Extracted data:

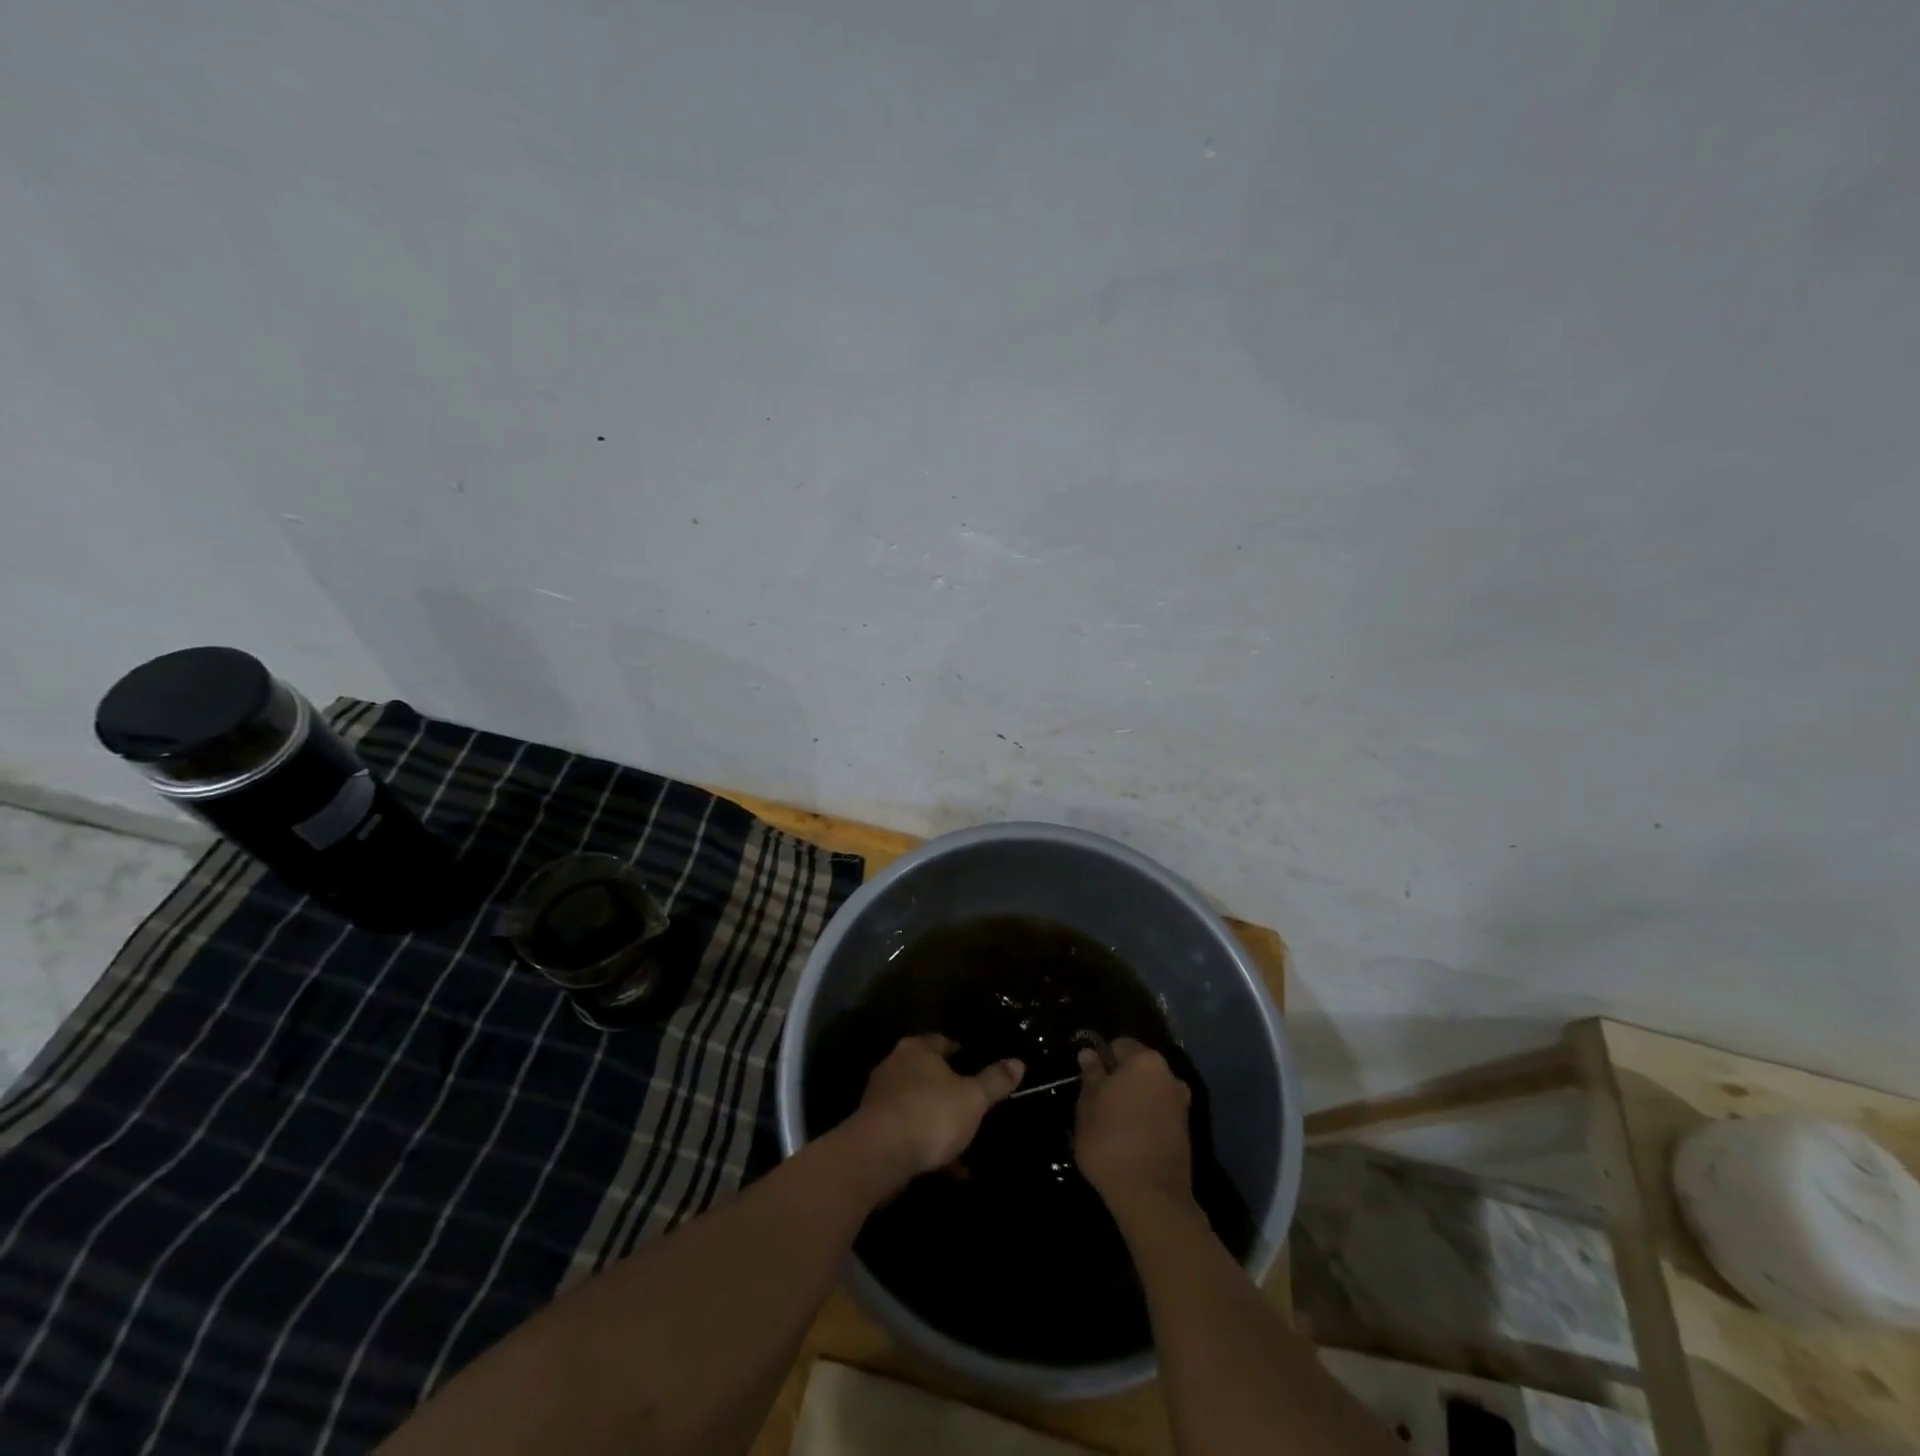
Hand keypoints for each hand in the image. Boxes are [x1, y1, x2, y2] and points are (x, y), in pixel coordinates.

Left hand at [847, 1035, 1023, 1188]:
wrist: (879, 1155)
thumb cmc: (930, 1114)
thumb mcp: (973, 1098)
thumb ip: (995, 1081)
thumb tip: (1018, 1062)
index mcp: (917, 1049)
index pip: (942, 1042)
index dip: (960, 1053)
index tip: (975, 1065)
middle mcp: (895, 1066)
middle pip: (927, 1073)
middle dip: (949, 1090)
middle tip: (971, 1104)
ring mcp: (880, 1098)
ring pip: (918, 1105)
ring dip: (938, 1122)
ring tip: (964, 1142)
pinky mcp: (873, 1129)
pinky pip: (907, 1132)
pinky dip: (926, 1146)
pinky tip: (948, 1169)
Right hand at [1074, 1037, 1194, 1210]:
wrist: (1151, 1197)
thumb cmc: (1111, 1141)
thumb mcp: (1088, 1105)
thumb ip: (1091, 1075)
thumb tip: (1089, 1053)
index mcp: (1145, 1061)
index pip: (1119, 1045)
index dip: (1101, 1058)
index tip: (1088, 1080)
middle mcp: (1169, 1076)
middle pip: (1137, 1068)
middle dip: (1119, 1080)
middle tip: (1096, 1102)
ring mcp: (1180, 1105)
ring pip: (1149, 1091)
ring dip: (1133, 1100)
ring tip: (1111, 1124)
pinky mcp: (1185, 1132)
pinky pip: (1158, 1113)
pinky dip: (1144, 1119)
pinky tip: (1128, 1139)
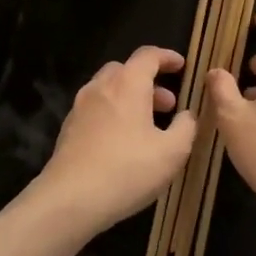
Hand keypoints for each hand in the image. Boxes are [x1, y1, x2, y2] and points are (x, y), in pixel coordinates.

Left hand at [32, 46, 196, 237]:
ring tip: (148, 126)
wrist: (70, 199)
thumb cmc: (127, 170)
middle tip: (168, 104)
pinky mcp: (68, 129)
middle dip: (149, 82)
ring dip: (130, 98)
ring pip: (108, 89)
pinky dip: (113, 113)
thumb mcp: (172, 152)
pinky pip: (96, 109)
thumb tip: (187, 115)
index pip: (148, 55)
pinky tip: (123, 142)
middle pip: (125, 70)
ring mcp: (80, 107)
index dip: (167, 57)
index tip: (182, 65)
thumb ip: (186, 127)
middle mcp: (101, 87)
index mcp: (127, 84)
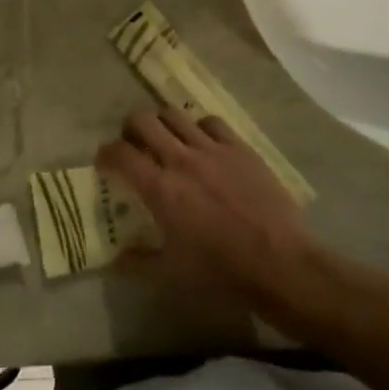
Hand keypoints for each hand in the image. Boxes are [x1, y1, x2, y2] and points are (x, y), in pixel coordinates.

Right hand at [96, 110, 319, 312]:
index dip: (106, 154)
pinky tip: (203, 144)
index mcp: (159, 189)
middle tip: (134, 146)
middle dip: (130, 130)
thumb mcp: (172, 274)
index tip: (105, 162)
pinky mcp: (240, 148)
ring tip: (166, 140)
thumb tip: (114, 258)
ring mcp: (213, 150)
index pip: (120, 154)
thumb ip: (138, 261)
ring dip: (163, 124)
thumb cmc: (223, 273)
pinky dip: (199, 128)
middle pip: (143, 122)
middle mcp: (181, 160)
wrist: (283, 265)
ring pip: (175, 115)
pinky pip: (211, 122)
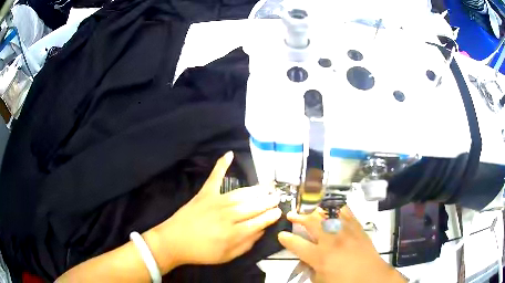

Assigned task:
Work from the entries above. Set down exactly and only the lines from the line with "wrist: (1151, 1197)" to the line with "ring mcp: (213, 150)", both included, and leave the pictures out.

The answer:
wrist: (1151, 1197)
thumb cmc: (1111, 1141)
thumb mcp: (1088, 1105)
thumb ip: (1091, 1075)
thumb tip: (1089, 1053)
index mcp: (1145, 1061)
index pip: (1119, 1045)
index dip: (1101, 1058)
index tip: (1088, 1080)
middle mcp: (1169, 1076)
middle pip: (1137, 1068)
middle dip: (1119, 1080)
middle tip: (1096, 1102)
ring mcp: (1180, 1105)
ring pip: (1149, 1091)
ring dip: (1133, 1100)
ring tip: (1111, 1124)
pinky mcp: (1185, 1132)
pinky pip: (1158, 1113)
pinky dip: (1144, 1119)
pinky tip: (1128, 1139)
Hand keypoints for each hand in the image. Boxes are [x1, y1, x2, y2] and points are (x, y), in pixel coordinates.

Left hand at [32, 46, 196, 237]:
ring tip: (148, 126)
wrist: (70, 199)
thumb cmc: (127, 170)
middle tip: (168, 104)
pinky mcp: (68, 129)
middle dip: (149, 82)
ring dip: (130, 98)
ring pip: (108, 89)
pinky dip: (113, 113)
thumb mcp: (172, 152)
pinky pip: (96, 109)
thumb tip: (187, 115)
index pip: (148, 55)
pinky tip: (123, 142)
middle pip: (125, 70)
ring mcp: (80, 107)
index dip: (167, 57)
index tip: (182, 65)
thumb ip: (186, 127)
middle mcp: (101, 87)
index mcp: (127, 84)
Hand keypoints for each hand in the image. Boxes are [x1, y1, x2, y2] and points are (x, y), in pixel coordinates.

Right hand at [96, 110, 319, 312]:
index dip: (106, 154)
pinky tip: (203, 144)
index mcp: (159, 189)
middle tip: (134, 146)
middle dip: (130, 130)
thumb mcp: (172, 274)
index tip: (105, 162)
pinky mcp: (240, 148)
ring tip: (166, 140)
thumb tip: (114, 258)
ring mcp: (213, 150)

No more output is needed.